The results clearly show that Parthenolide phytosomes effectively mitigate gentamicin-induced nephrotoxicity through multiple mechanisms. The phytosomal formulation improved kidney function by lowering biomarkers such as serum urea, creatinine, and cystatin C, and restored antioxidant enzyme activity. It also reduced oxidative damage, as evidenced by lower MDA levels and higher SOD and CAT activities. Histological analysis confirmed reduced tissue damage, including inflammation, necrosis, and fibrosis, while molecular analysis demonstrated the activation of key protective pathways, such as Sirt-1, Nrf2, HO-1, and NQO1. Together, these findings establish Parthenolide phytosomes as a promising therapeutic intervention for kidney injury.

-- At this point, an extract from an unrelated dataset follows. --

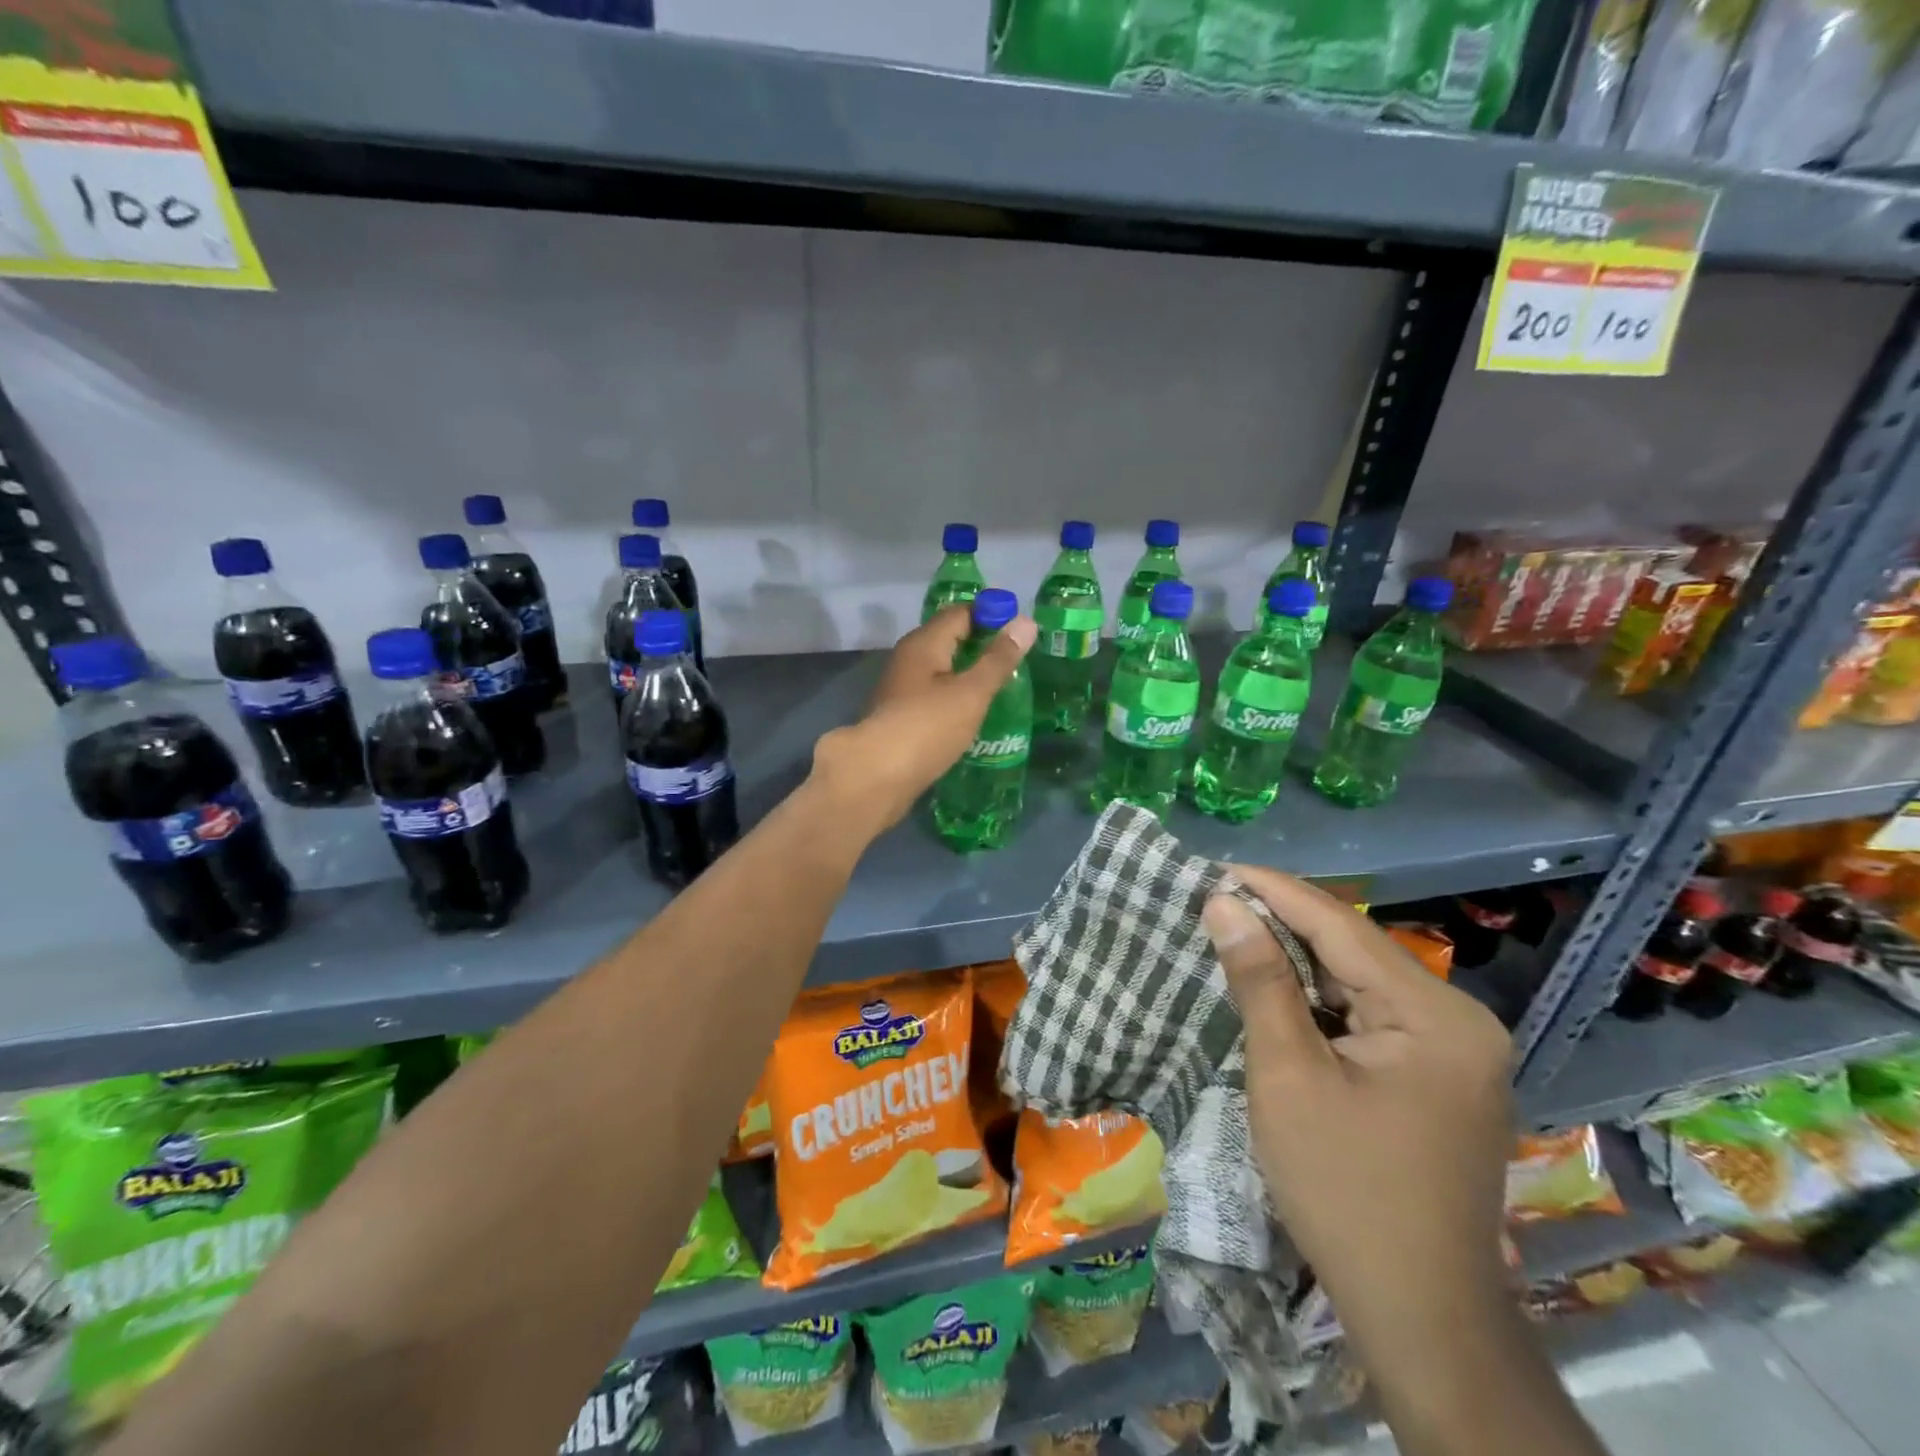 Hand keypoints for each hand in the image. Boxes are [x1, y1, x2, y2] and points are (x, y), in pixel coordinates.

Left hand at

Significance and Broader Implications

The use of phytosome nanotechnology to enhance Parthenolide’s bioavailability represents a notable step forward in addressing drug delivery challenges for nephroprotective agents.

This study addresses the unmet need for effective nephroprotective therapies, offering a preclinical foundation for developing treatments that could minimize the kidney damage associated with aminoglycoside antibiotics. By targeting multiple mechanisms of kidney injury, Parthenolide phytosomes could have broader implications for treating oxidative stress-related renal diseases.

Reference:
Albalawi, Rawan S., et al. “Parthenolide phytosomes attenuated gentamicin-induced nephrotoxicity in rats via activation of Sirt-1, Nrf2, OH-1, and NQO1 axis.” Molecules 28.6 (2023): 2741.